Por Alejandro Brito
La homosexualidad en sus diversas y múltiples expresiones ha ganado en los últimos años una visibilidad pública indiscutible y, al parecer, irreversible en nuestro país. Hombres y mujeres gay, y bisexuales, personas transexuales y transgénero se han hecho visibles en casi todos los ámbitos sociales, culturales, políticos y del espectáculo. Las diferentes opciones sexuales e identidades de género comienzan a tomarse en cuenta en los programas gubernamentales, en los proyectos institucionales y académicos y en el reconocimiento de derechos en la medida en que esa visibilidad se acrecienta.

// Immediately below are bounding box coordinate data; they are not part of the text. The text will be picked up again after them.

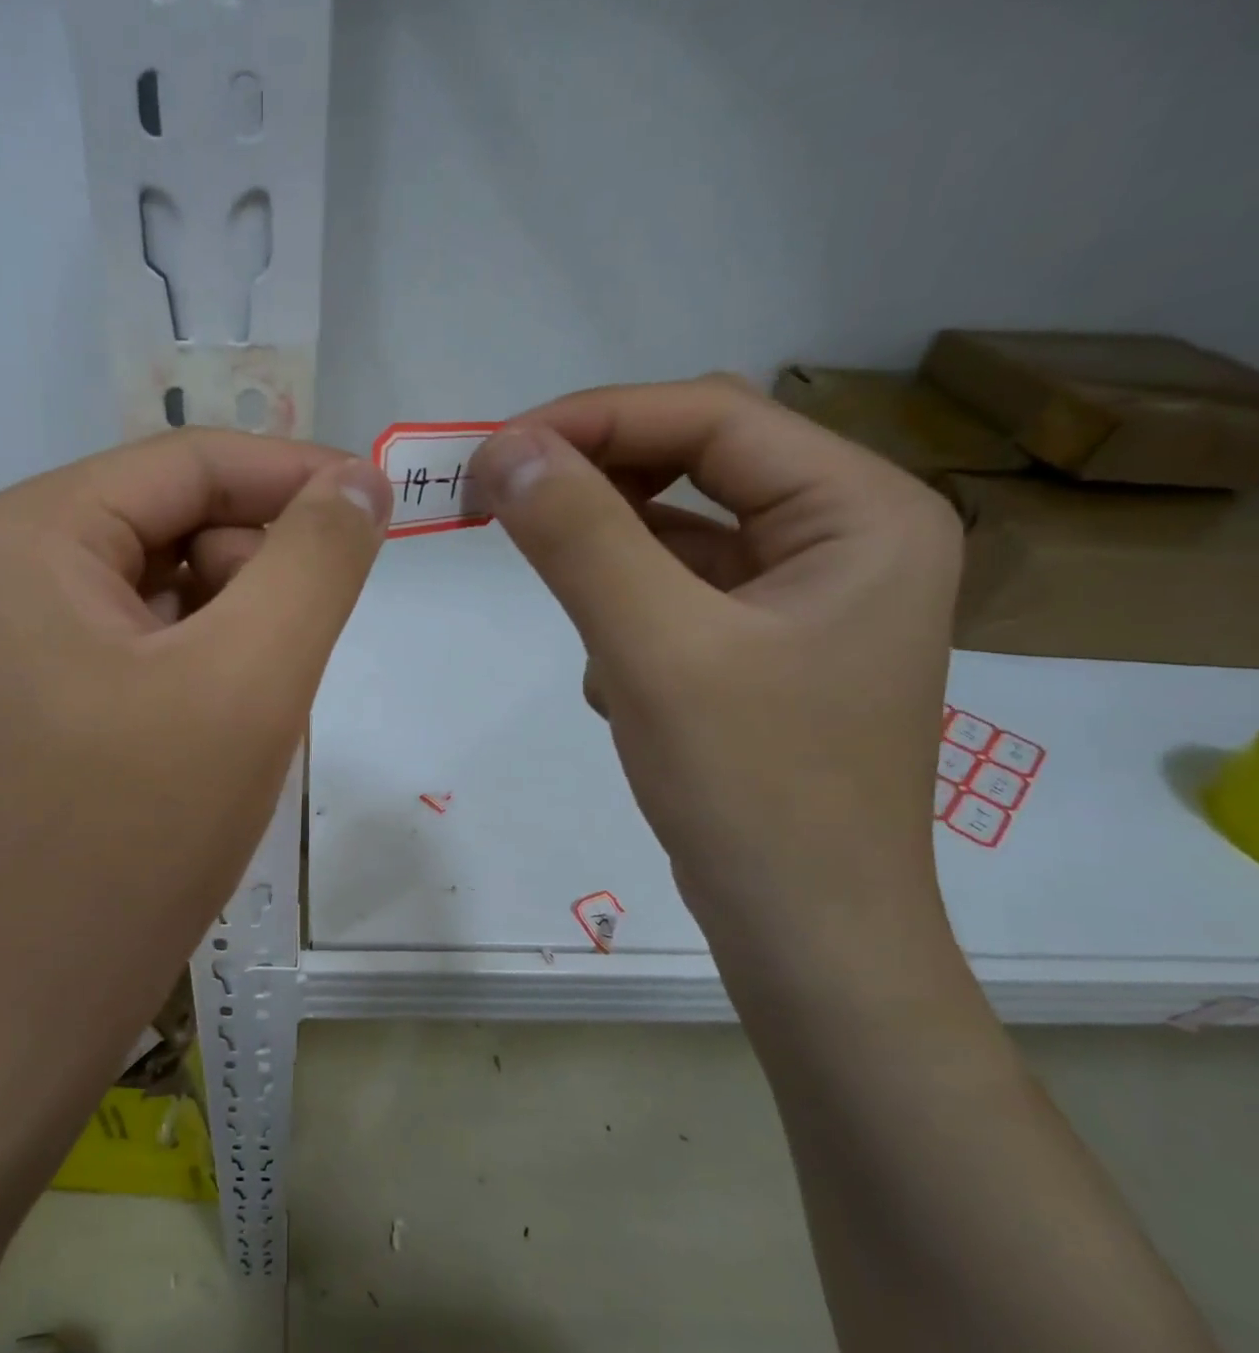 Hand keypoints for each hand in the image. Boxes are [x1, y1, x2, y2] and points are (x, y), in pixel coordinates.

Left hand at [0, 429, 389, 1097]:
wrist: (36, 998)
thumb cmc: (137, 833)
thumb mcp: (250, 679)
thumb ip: (316, 561)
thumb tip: (359, 482)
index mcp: (31, 533)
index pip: (190, 463)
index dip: (297, 476)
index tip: (385, 509)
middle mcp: (9, 566)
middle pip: (177, 522)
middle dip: (259, 574)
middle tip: (294, 662)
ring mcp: (19, 634)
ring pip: (172, 587)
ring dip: (237, 631)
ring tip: (252, 713)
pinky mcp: (42, 691)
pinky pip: (150, 642)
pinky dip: (205, 668)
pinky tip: (215, 734)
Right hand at [471, 378, 962, 957]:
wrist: (804, 933)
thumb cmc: (752, 791)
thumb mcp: (655, 652)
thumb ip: (580, 539)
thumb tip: (504, 450)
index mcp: (861, 511)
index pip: (711, 419)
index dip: (594, 419)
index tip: (492, 453)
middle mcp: (846, 536)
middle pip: (698, 464)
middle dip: (594, 478)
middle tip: (496, 498)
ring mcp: (805, 594)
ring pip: (679, 530)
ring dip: (606, 551)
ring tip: (561, 595)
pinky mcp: (763, 644)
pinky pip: (677, 590)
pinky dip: (625, 611)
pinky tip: (617, 677) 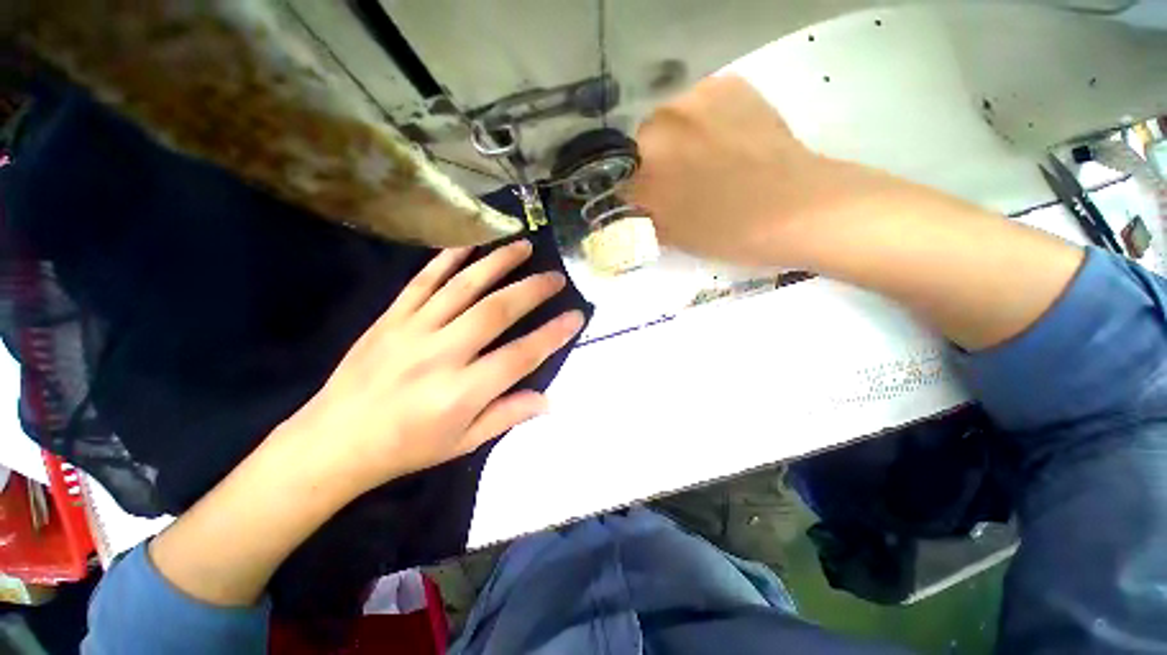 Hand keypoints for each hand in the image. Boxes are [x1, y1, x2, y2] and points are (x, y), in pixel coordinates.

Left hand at [280, 240, 583, 495]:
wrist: (333, 441)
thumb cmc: (406, 448)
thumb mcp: (463, 443)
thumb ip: (508, 415)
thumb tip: (548, 401)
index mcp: (462, 392)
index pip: (520, 356)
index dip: (553, 335)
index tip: (576, 316)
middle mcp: (442, 355)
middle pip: (496, 312)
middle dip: (532, 290)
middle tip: (556, 276)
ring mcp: (413, 330)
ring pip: (464, 287)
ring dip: (497, 263)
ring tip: (523, 247)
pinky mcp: (391, 318)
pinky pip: (423, 281)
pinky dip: (447, 259)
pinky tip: (468, 243)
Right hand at [628, 74, 901, 267]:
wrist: (796, 207)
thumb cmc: (726, 231)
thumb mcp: (671, 234)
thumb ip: (643, 213)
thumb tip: (634, 199)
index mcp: (644, 163)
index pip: (621, 174)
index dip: (634, 188)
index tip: (648, 198)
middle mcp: (662, 120)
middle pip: (643, 141)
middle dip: (653, 161)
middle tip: (678, 181)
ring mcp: (698, 96)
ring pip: (672, 119)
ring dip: (679, 139)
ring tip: (707, 160)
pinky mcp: (730, 85)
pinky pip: (702, 104)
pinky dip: (705, 121)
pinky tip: (725, 141) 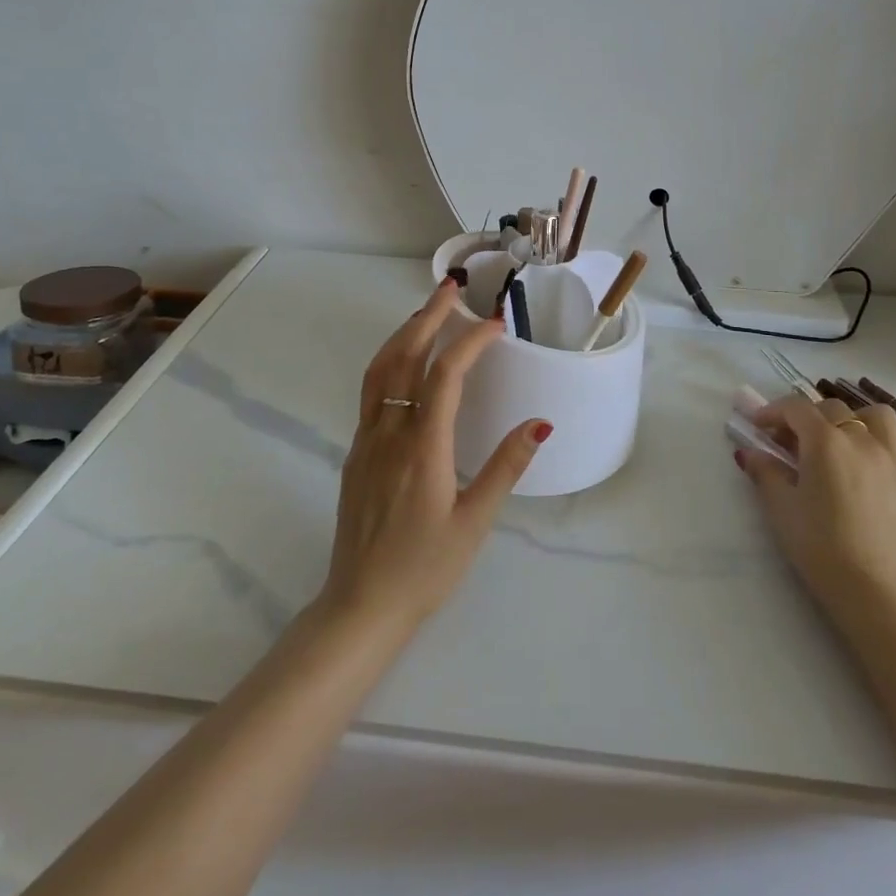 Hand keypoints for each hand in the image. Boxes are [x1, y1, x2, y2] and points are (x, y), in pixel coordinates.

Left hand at [318, 277, 549, 637]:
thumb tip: (540, 422)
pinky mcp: (355, 453)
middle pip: (404, 358)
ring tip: (427, 312)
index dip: (470, 343)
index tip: (495, 324)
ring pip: (380, 370)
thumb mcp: (475, 523)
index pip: (445, 377)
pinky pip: (371, 392)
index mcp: (422, 448)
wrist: (359, 606)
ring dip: (403, 334)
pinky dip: (390, 361)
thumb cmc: (425, 569)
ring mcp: (366, 440)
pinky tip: (406, 363)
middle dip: (428, 318)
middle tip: (451, 289)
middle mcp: (389, 433)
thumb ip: (506, 467)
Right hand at [736, 395, 895, 611]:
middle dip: (807, 418)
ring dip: (853, 420)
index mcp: (825, 441)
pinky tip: (867, 468)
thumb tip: (749, 453)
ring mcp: (893, 458)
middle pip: (832, 409)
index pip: (796, 408)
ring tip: (840, 443)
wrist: (876, 590)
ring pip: (875, 416)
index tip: (759, 427)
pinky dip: (880, 444)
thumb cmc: (820, 546)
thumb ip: (765, 473)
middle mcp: (862, 439)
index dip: (773, 412)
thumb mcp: (781, 509)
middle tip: (792, 443)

El proceso, por supuesto, no es parejo, está más marcado en las grandes ciudades que en los pequeñas, en los entornos familiares más que en los laborales, en las nuevas generaciones más que en las precedentes, en los ámbitos populares más que en las élites políticas y económicas, y en los medios más que en las escuelas. Sin embargo, esta creciente visibilidad social carece de representación organizada y reconocida. El movimiento gay organizado se encuentra rezagado en comparación a la masificación y omnipresencia de la diversidad sexual. En particular, carece de liderazgos y de agrupaciones que reúnan al grueso de activistas y tengan poder de convocatoria probada dentro de la comunidad. Y eso es muy perceptible en la marcha del orgullo gay, donde antros y discotecas son los que congregan al mayor número de gente, acaparan la atención y diluyen los mensajes políticos y reivindicatorios.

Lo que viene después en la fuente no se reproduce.